Second, "[t]he principle of viewpoint neutrality that underlies the First Amendment … also imposes a special responsibility on judges whenever it is claimed that a particular communication is unprotected." Bose, 466 U.S. at 505. Independent review can help prevent viewpoint discrimination, both by regulators and by factfinders, because it provides greater consistency and equality of treatment.

The "person of ordinary firmness" standard should not vary from one trial judge (or one jury) to another; indeed, such variation may often unconsciously stem from a factfinder's sympathy or antipathy towards the speech involved in each case. Independent appellate review can help make sure that lower court decisions about what constitutes retaliation are consistent. And the fact that each such decision would set a binding precedent for future cases—cases that would foreseeably involve very different kinds of speech—can help check the natural human tendency to apply vague standards in ways that favor speakers whose views we share.

Third, "the content of the rule" involved here—just as with the rule in Bose—"is not revealed simply by its literal text, but rather is given meaning through the evolutionary process of common-law adjudication; though the source of the rule is found in the Constitution, it is nevertheless largely a judge-made rule of law." Id. Independent appellate review of the applications of this rule "is the process through which the rule itself evolves and its integrity is maintained." Id. at 503.

"When the standard governing the decision of a particular case is provided by the Constitution, this Court's role"—and the role of appellate courts more generally—"in marking out the limits of the standard through the process of case-by-case adjudication is of special importance." Id. And it is especially important that the "person of ordinary firmness" standard be better elaborated, to offer further guidance both to lower courts and to government regulators.

Finally, though the panel opinion suggested that Bennie may have waived the Bose argument, slip op. at 9 n.3, the opinion proceeded to discuss Bose, and to conclude that Bose was inapplicable, id.
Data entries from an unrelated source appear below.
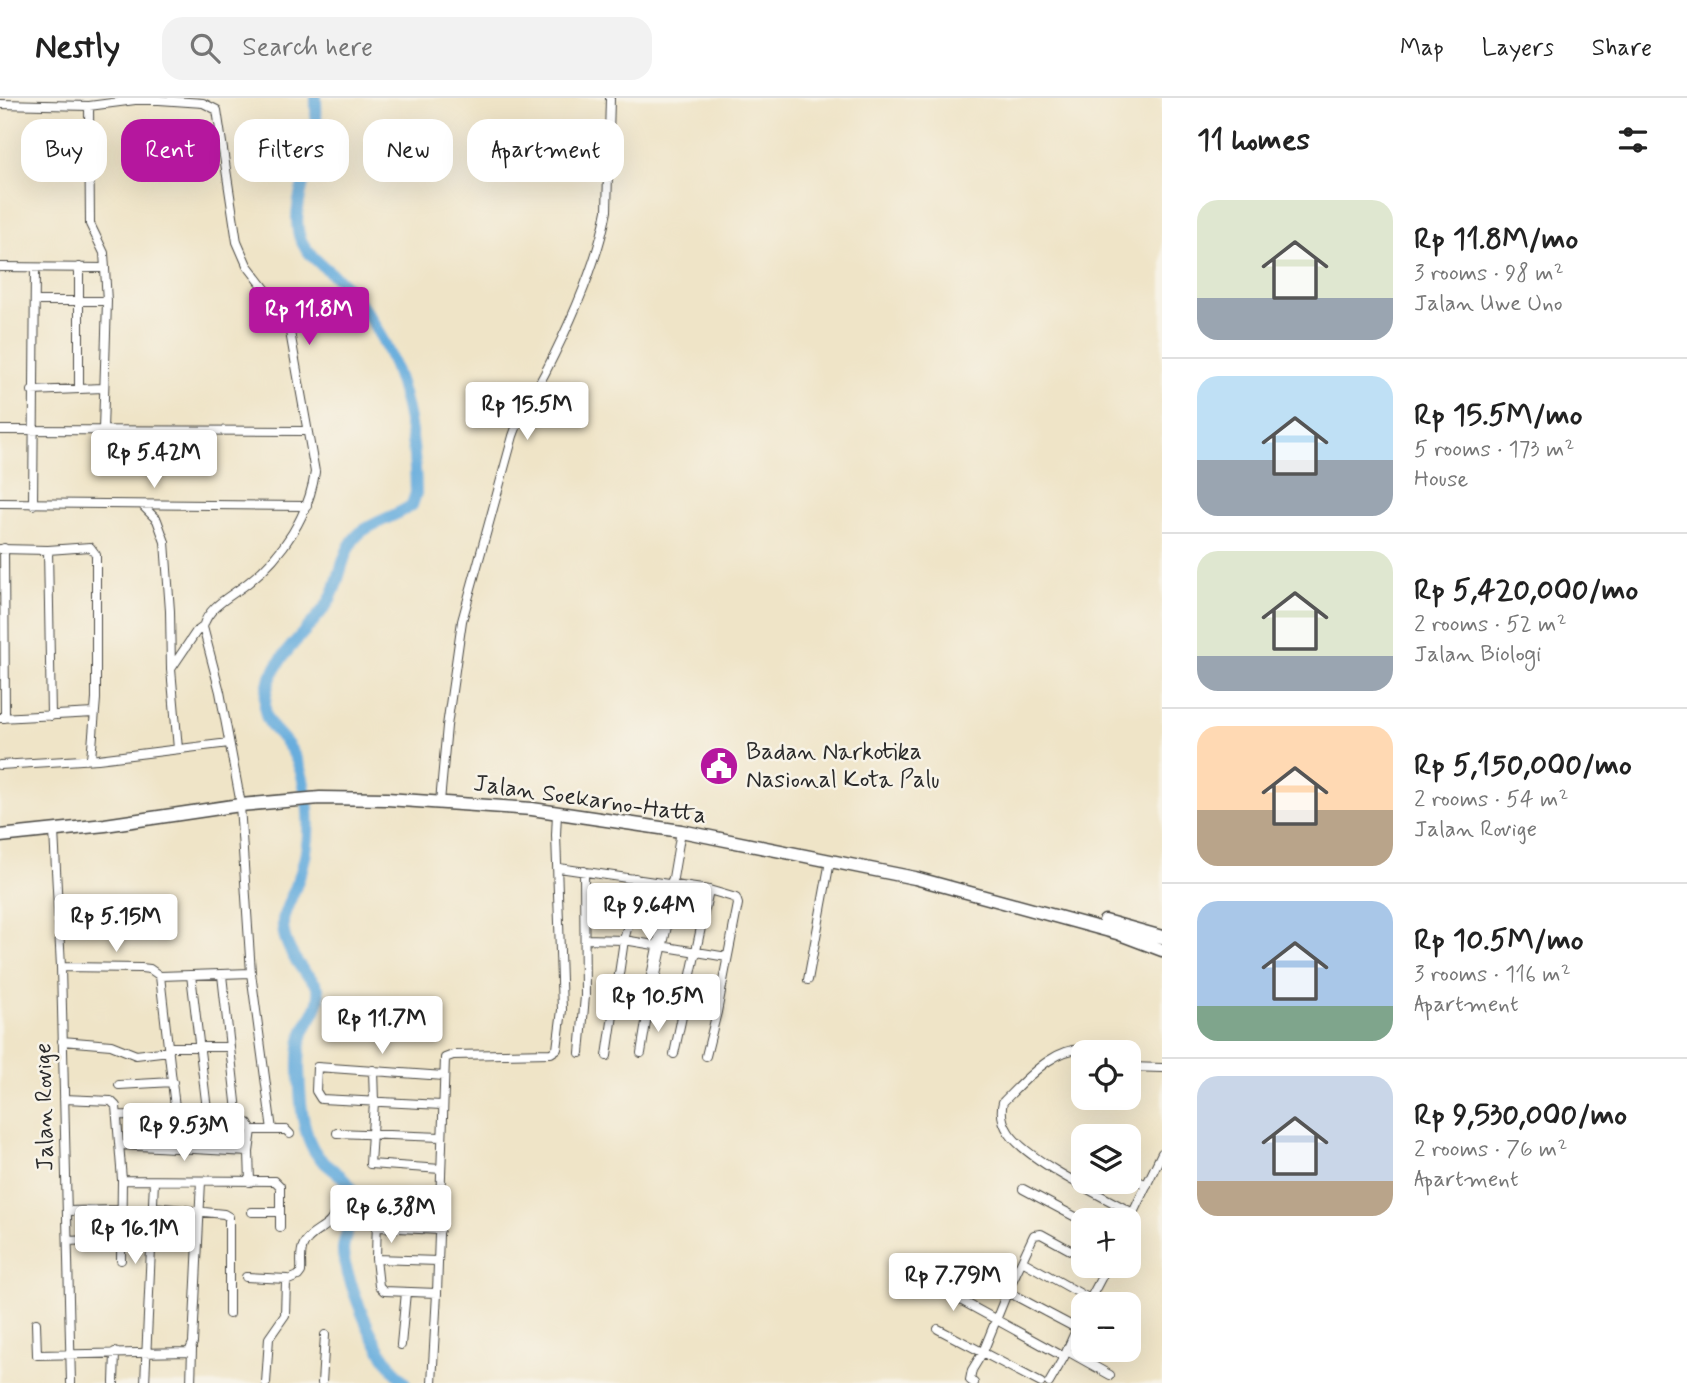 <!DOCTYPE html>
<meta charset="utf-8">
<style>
body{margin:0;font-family:Mynerve,sans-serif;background:#f2f2f2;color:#222;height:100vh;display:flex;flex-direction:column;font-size:26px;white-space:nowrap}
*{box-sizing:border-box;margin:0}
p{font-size:23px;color:#767676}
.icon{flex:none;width:38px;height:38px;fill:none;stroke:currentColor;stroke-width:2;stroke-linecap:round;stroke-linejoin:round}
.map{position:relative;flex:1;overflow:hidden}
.drawer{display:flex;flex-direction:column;background:#fff;width:525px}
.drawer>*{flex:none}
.hud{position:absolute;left:21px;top:21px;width:665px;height:63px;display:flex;gap:14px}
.tools{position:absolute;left:1071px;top:942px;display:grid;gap:14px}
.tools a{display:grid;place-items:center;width:70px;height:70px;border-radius:14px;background:#fff;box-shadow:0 7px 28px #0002;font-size:35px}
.price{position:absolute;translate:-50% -60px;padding:0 16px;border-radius:7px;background:#fff;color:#222;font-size:23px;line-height:46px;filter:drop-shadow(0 2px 4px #0008)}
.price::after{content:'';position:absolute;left:50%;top:42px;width:21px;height:16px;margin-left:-10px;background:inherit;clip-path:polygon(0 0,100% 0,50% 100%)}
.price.selected{background:#b5179e;color:#fff}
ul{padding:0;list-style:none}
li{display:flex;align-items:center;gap:21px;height:175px;padding:0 35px}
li+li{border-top:2px solid #e0e0e0}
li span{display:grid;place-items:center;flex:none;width:196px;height:140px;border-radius:21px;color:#555}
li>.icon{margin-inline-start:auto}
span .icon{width:84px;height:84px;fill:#fffc;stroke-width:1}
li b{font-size:30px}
h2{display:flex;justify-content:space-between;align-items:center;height:84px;padding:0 35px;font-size:30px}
.tag{padding:0 24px;border-radius:21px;background:#fff;box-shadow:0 7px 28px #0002;font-size:24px;line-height:63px}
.tag.selected{background:#b5179e;color:#fff}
header{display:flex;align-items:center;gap:42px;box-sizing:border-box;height:98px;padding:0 35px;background:#fff;border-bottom:2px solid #e0e0e0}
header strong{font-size:33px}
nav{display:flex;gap:38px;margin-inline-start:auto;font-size:24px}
.search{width:490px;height:63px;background:#f2f2f2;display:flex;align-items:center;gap:18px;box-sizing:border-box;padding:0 24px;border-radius:21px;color:#767676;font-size:26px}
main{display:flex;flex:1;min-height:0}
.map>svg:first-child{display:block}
</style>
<header>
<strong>Nestly</strong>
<div class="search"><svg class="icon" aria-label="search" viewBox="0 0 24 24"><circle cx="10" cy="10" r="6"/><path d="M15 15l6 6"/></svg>Search here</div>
<nav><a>Map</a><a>Layers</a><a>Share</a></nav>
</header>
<main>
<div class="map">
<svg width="1162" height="1285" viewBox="0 0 1162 1285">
<rect width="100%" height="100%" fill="#f7f3e8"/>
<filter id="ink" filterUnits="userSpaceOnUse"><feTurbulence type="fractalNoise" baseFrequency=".0143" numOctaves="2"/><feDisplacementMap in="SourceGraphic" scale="14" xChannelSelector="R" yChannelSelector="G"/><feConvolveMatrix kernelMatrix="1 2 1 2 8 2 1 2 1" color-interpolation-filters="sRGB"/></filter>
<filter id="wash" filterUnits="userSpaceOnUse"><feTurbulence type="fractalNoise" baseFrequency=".00686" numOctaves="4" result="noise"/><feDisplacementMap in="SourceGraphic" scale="28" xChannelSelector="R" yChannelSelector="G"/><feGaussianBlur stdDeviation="1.57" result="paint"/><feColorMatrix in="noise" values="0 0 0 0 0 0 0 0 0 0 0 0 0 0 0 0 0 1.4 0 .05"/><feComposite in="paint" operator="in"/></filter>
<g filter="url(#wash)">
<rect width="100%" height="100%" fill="#efe4c7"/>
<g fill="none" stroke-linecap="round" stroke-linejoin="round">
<!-- river -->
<path stroke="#67addd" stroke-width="12" d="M 316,0 C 316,12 317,25 315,37 C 311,65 291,110 299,137 C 306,159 330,172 345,188 C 397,243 415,321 416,395 L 412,407 C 397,418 376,423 361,434 C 340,451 342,483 328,505 C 309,533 275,557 267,591 C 258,630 279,629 293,655 C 303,673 305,691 308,711 C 310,737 306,764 296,788 C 292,799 284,812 283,823 C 282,840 292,858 302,871 C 307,878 315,882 318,891 C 323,907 308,921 303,935 C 299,947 299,959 299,971 C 300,998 301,1037 318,1058 C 330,1073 352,1079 354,1101 C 356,1119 343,1136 343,1153 C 343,1165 348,1176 352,1188 C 364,1224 379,1257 405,1285"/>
</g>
</g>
<g filter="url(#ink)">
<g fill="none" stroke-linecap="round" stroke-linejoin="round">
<!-- street casing -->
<g stroke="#484742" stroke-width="10">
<path id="street" d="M 0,6 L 89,8 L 135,2 L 159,2 L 203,5 L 217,12 L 237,144 L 247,167 L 273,201 L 290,234 L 315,374 C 309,417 283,457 249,484 C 232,498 209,507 203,529 L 220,594 L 240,701
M 89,8 L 90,126 L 104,155 L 107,203 L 103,332
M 0,169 L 105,170
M 79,169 L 79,290
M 35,203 L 107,203
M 32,293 L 103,290
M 0,332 L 307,333
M 0,405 L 307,408
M 33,407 L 35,170
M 142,407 L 157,422 L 165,444 L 170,513 L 171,571
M 4,450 L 5,620
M 0,451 L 48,452 L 90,449 L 96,457 L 96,601 L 91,661
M 48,452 L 51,618
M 0,620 L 94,615
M 178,651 L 171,571 L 196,534 L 203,529
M 0,667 L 98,661 L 229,645
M 440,704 L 447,628 L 462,523 L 513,338 C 521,315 534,296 545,275 C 570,226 597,167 607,113 L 610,0
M 240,707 L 251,875 L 272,1032
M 54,733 L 61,869 L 71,1285
M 559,770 L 709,792 L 736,800 L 738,806 L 717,914 L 706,958
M 585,841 L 624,842 L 727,859
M 61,869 L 141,870 L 150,871 L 160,878
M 191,877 L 208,1020
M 222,877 L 238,1022
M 808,882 L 830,763
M 615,898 L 717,914
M 648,912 L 646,902 L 670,787 L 673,780 L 681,733
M 62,943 L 111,947 L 136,957 L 169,953
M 169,949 L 230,949
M 1093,954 C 1061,940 1023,984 1003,1004 C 1000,1015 1003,1026 1009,1035 C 1028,1063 1102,1098 1133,1115
M 580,955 L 585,898 L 584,773
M 641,955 L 648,912 L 668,824
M 674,956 L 709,792
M 607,958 L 624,842 L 632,812 L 635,780
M 1129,969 L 1162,970
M 373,972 L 374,1004 L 370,1066 L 441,1071
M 119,987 L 173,984
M 64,1001 L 111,1003 L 116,1008 L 122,1082 L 121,1162
M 442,1007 L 321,1001 L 316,993 L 317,969 L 444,978
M 118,1017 L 176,1018 L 238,1022 L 248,1025 L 252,1032 L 249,1054 L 250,1084
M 176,1018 L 160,878 L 251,875
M 252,1032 L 286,1032 L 290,1036
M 337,1035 L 441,1039
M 120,1047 L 249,1054
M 1129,1079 L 1147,1087
M 122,1082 L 275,1083 L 280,1088 L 280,1129
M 1023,1091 L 1083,1123
M 374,1099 L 440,1101
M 154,1109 L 224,1116 L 229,1119 L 229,1216
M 67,1113 L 121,1112
M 252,1114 L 279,1114
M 377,1116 L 376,1161 L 379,1188 L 384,1193 L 437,1195 L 445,960 L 453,957 L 551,955 L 557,951 L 562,912 L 556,737 L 557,715
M 1129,1123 L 1162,1055
M 378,1129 L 440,1132
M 68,1143 L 110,1141
M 376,1161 L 438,1163
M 1022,1163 L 1090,1201
M 960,1165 L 1009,1190
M 246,1179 L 287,1181
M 924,1182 L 1064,1259
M 1008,1194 L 1076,1230
M 1088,1205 L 1108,1167
M 36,1225 L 37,1257 L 189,1254 L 193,1245 L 201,1083
M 938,1231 L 1041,1285
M 401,1247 L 406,1194
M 1067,1253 L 1110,1277
M 114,1285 L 115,1254
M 145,1285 L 154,1083
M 191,1285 L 192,1251
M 266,1285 L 269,1240 L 285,1217 L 286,1183 L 298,1178 L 301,1174 C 302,1165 299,1155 304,1146 C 313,1130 335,1131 335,1109
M 322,1285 L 325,1237
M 432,1285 L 437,1195
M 974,1285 L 970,1282 L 972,1272 L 983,1254 L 1009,1190 L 1034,1137 L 1041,1136 L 1083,1159
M 1049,1285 L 1064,1259 L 1083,1216"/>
</g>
<!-- primary casing -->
<g stroke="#484742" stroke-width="15">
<path id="primary" d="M 0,738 L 105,727 L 240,707 L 320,700 L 387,701 L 532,711 L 681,733 L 915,780 L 1117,835 L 1162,852
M 1105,823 L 1162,839"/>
</g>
<!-- street -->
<use href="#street" stroke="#fff" stroke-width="8"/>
<!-- primary -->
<use href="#primary" stroke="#fff" stroke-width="12"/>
</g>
</g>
<!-- icons -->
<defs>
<g id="civic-disc" transform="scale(2.0125)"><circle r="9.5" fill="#b5179e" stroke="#f7f3e8"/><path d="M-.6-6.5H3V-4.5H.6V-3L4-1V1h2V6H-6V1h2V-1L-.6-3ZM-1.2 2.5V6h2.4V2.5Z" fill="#fff"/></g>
</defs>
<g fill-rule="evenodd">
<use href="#civic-disc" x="719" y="668"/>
</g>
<g text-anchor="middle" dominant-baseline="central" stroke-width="5" stroke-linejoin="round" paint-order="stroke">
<!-- poi labels -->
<g font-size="24" fill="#2b2b2b" stroke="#f7f3e8" text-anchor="start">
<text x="746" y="654">Badan Narkotika<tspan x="746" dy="28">Nasional Kota Palu</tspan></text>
</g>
<!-- street labels -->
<g font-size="24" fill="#2b2b2b" stroke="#f7f3e8">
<text transform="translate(590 702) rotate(8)">Jalan Soekarno-Hatta</text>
<text transform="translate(45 1009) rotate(-91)">Jalan Rovige</text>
</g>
</g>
</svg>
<div class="tools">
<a><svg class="icon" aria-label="locate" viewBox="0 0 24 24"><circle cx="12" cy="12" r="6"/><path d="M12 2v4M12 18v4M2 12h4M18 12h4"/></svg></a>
<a><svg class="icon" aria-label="layers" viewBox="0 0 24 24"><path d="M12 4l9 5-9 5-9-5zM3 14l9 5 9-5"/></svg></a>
<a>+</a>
<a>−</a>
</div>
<b class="price selected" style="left:309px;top:249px">Rp 11.8M</b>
<b class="price" style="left:527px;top:344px">Rp 15.5M</b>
<b class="price" style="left:154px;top:392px">Rp 5.42M</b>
<b class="price" style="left:649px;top:845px">Rp 9.64M</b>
<b class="price" style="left:116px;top:856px">Rp 5.15M</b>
<b class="price" style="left:658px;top:936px">Rp 10.5M</b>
<b class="price" style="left:382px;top:958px">Rp 11.7M</b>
<b class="price" style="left:184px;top:1065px">Rp 9.53M</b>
<b class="price" style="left:391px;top:1147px">Rp 6.38M</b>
<b class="price" style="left:135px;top:1168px">Rp 16.1M</b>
<b class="price" style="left:953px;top:1215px">Rp 7.79M</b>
<div class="hud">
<a class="tag">Buy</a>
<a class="tag selected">Rent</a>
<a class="tag">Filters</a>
<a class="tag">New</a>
<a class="tag">Apartment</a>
</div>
</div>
<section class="drawer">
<h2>11 homes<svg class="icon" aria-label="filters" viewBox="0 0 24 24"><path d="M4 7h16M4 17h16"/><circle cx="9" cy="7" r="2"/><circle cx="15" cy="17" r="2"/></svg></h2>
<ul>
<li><span style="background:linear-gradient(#dfe7d0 70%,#9aa5b1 0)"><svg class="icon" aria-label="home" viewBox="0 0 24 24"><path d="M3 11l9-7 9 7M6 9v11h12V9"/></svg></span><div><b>Rp 11.8M/mo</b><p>3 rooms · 98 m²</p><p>Jalan Uwe Uno</p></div></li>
<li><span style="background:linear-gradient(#bfe0f5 60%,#9aa5b1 0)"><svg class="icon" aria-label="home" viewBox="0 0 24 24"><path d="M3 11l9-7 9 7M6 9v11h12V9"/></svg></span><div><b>Rp 15.5M/mo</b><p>5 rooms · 173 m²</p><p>House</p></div></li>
<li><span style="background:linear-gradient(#dfe7d0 75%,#9aa5b1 0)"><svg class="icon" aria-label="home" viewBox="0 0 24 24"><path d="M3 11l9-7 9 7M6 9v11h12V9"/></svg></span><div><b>Rp 5,420,000/mo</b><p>2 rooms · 52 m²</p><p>Jalan Biologi</p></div></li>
<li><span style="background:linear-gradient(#ffd9b3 60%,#b9a48a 0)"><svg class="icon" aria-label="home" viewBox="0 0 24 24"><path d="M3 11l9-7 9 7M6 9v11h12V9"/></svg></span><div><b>Rp 5,150,000/mo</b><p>2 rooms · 54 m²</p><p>Jalan Rovige</p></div></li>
<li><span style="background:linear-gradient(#a9c7e8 75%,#7fa58c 0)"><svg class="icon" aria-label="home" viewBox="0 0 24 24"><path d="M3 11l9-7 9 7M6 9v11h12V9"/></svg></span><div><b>Rp 10.5M/mo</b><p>3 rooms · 116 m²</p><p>Apartment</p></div></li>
<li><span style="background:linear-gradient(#c9d6e8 75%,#b9a48a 0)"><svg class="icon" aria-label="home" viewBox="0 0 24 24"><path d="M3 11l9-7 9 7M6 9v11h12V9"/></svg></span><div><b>Rp 9,530,000/mo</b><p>2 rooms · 76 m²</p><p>Apartment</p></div></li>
</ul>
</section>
</main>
This conclusion will likely be treated by the bar, and by judges of this court, as circuit precedent. Only en banc review of this conclusion can correct this misconception.

Conclusion

Whether a government official's actions suffice to chill a speaker of ordinary firmness is a classic mixed question of fact and law—and a question that is part of the test for what constitutes unconstitutional retaliation. Under this Court's precedents, and under the Supreme Court's rulings related to constitutional questions, a district court's answer to this question should be reviewed de novo.